I met up with Jack and his mum, Michelle, last week at his graduation from Mount Ridley College. Michelle is intensely proud of her son and she told me what Jack has achieved since receiving the local sporting grant. She said, 'The grant went towards helping him achieve one of his dreams.' In April, he went to Queensland and competed in the Australian boxing titles and won the 52-kilo youth gold medal. Following that competition, he was selected to compete for the Australian team at the Commonwealth Youth Games in Samoa. He left in August to train at the Australian Institute of Sport for two weeks before flying to Samoa in September. It was his first international competition. Jack won a gold medal in the 52-kilo division in the Commonwealth Youth Games in what they reported was the upset of the games because he easily beat the Asian youth champion from India. Last week, he won the Leader junior sport star of the year award for the second year in a row and took out the overall junior sports star of the year award as well on the same night. He is training hard to be selected for the youth world titles for Australia next year in November. That is a great update, and I am proud of what Jack has achieved in such a short time. Jack is keeping his eye on the prize and he is looking forward to the Commonwealth Games at the Gold Coast. This fine young athlete will be a name to watch in 2018, so put your money on it. I am sure of it.
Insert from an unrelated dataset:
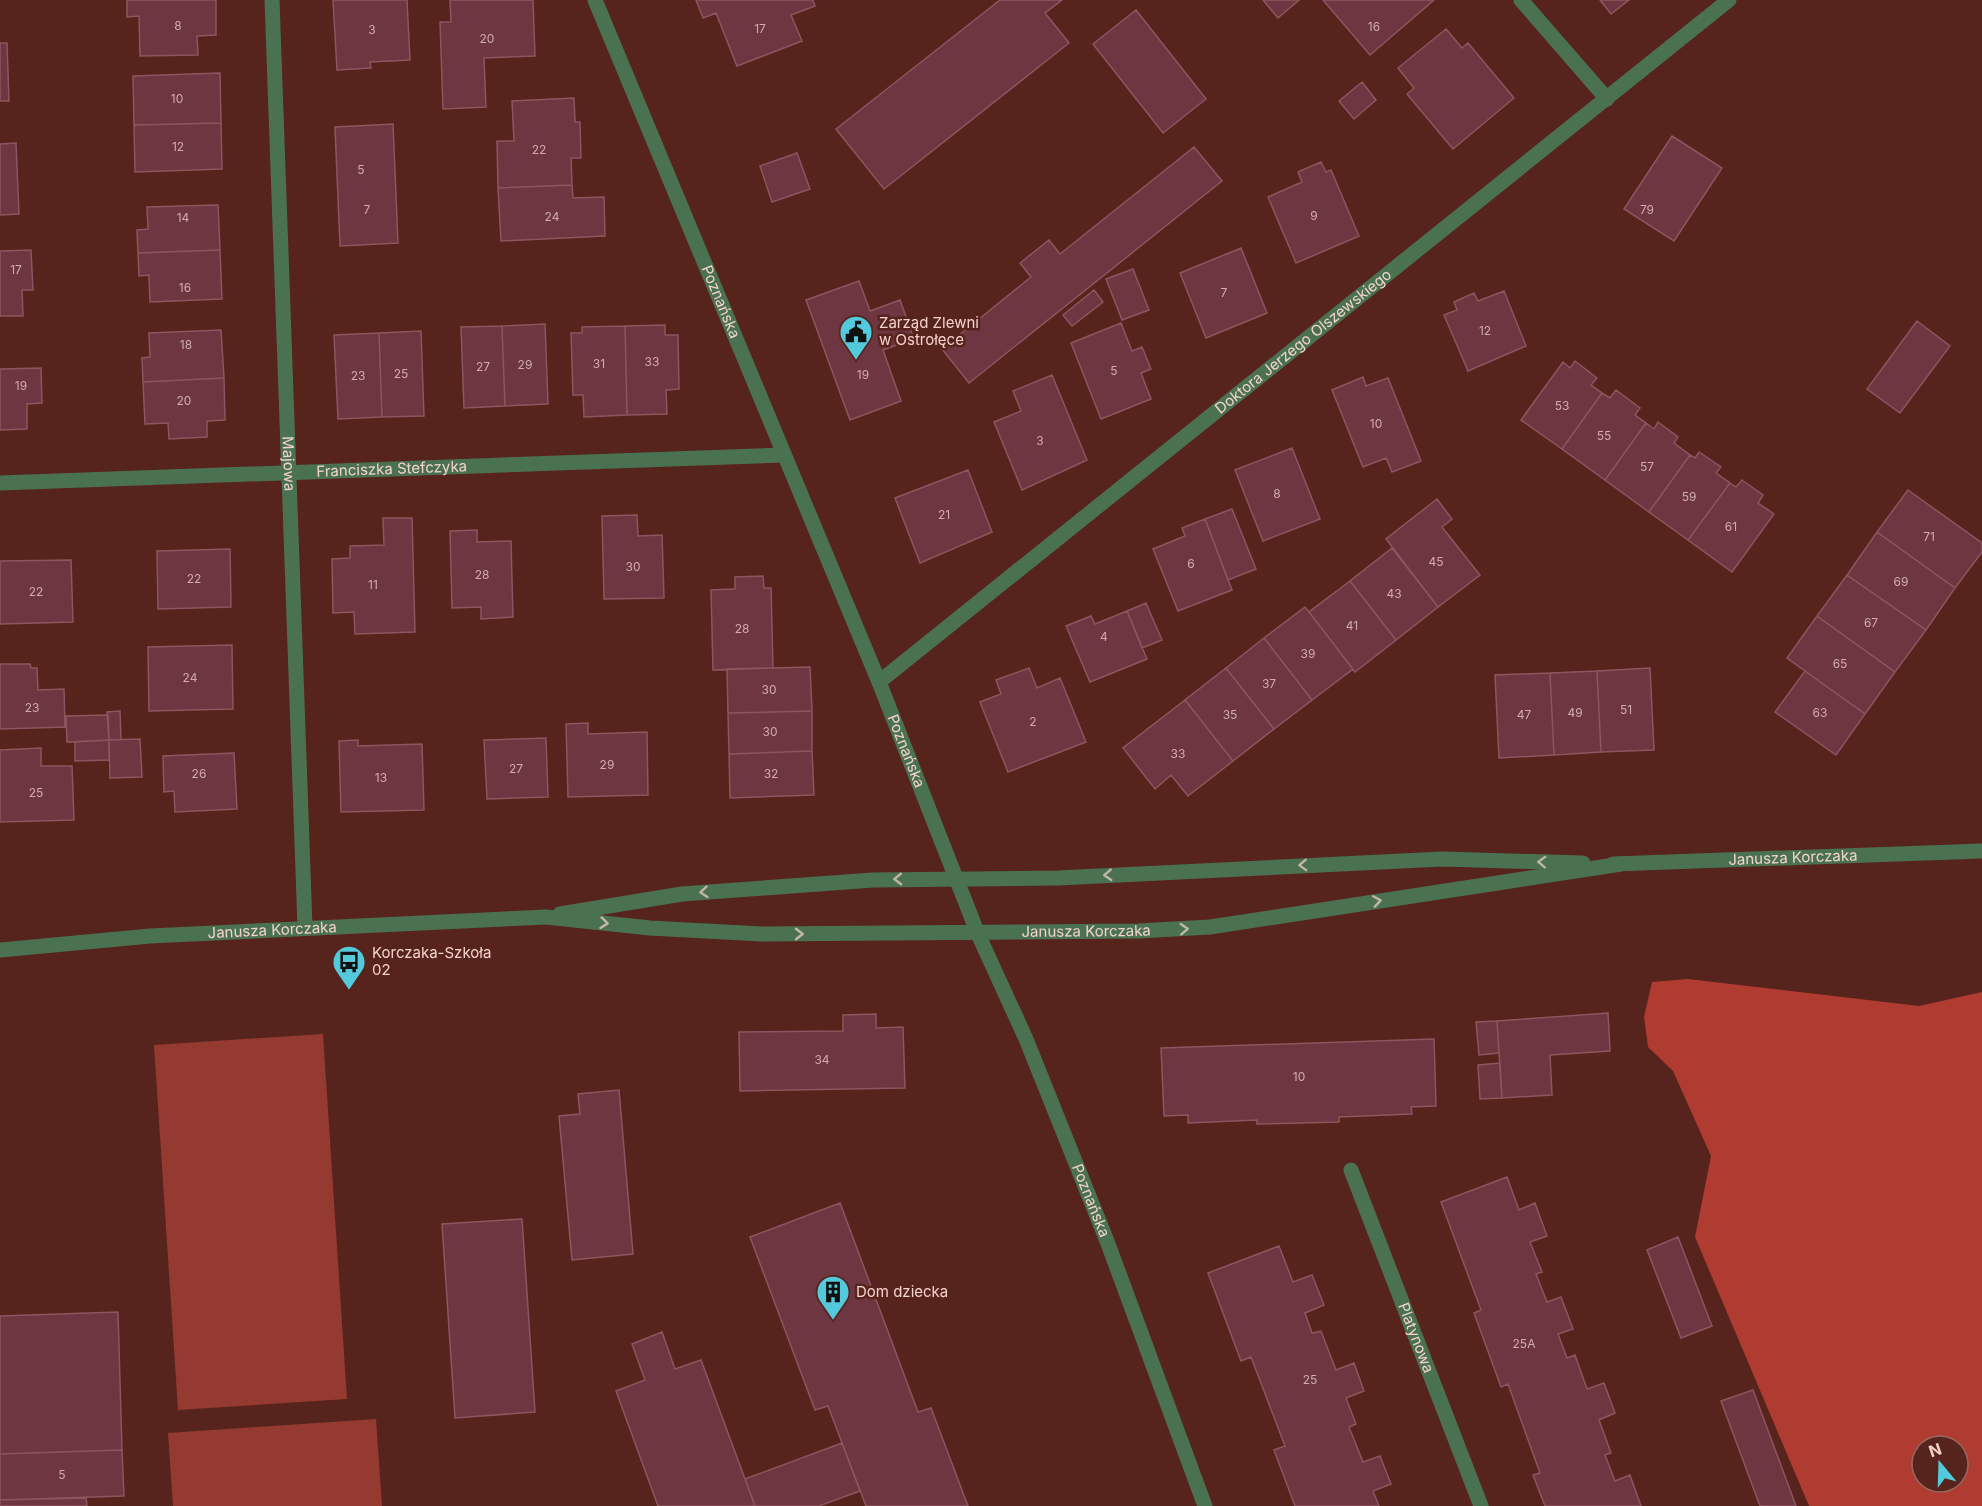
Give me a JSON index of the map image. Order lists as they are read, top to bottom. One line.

But successful kids like Jack do not do things on their own. They have supportive teams around them including family, coaches and peers. I am sure that Jack has expressed his thanks to these people in the roles they play—the mentors, coaches, sounding boards and cheer squads—for the support that is always in his corner. I would like to take the opportunity this morning to express my thanks to the unsung heroes in communities—volunteer coaches, managers, administrators and officials, as well as the parents and volunteers who do anything to assist their club like turning sausages at barbecues, canteen duty or bringing on the oranges at halftime. Without volunteers, our community sports and recreation organisations would not function.
A number of junior sporting groups out there are doing it tough as they are competing directly against each other for participants, volunteers, funds and grants. I encourage all local businesses to consider sponsoring youth junior sports clubs and organisations and working with them to help make young individuals or teams reach their goals and achieve their dreams as Jack has been able to do.
The Local Sporting Champions grant, funded by the Australian Sports Commission, is one of the ways that the government is involved in this space. Applications are open until 29 February 2016. I encourage all young kids in my electorate to get on board and put in an application for Local Sporting Champions grants.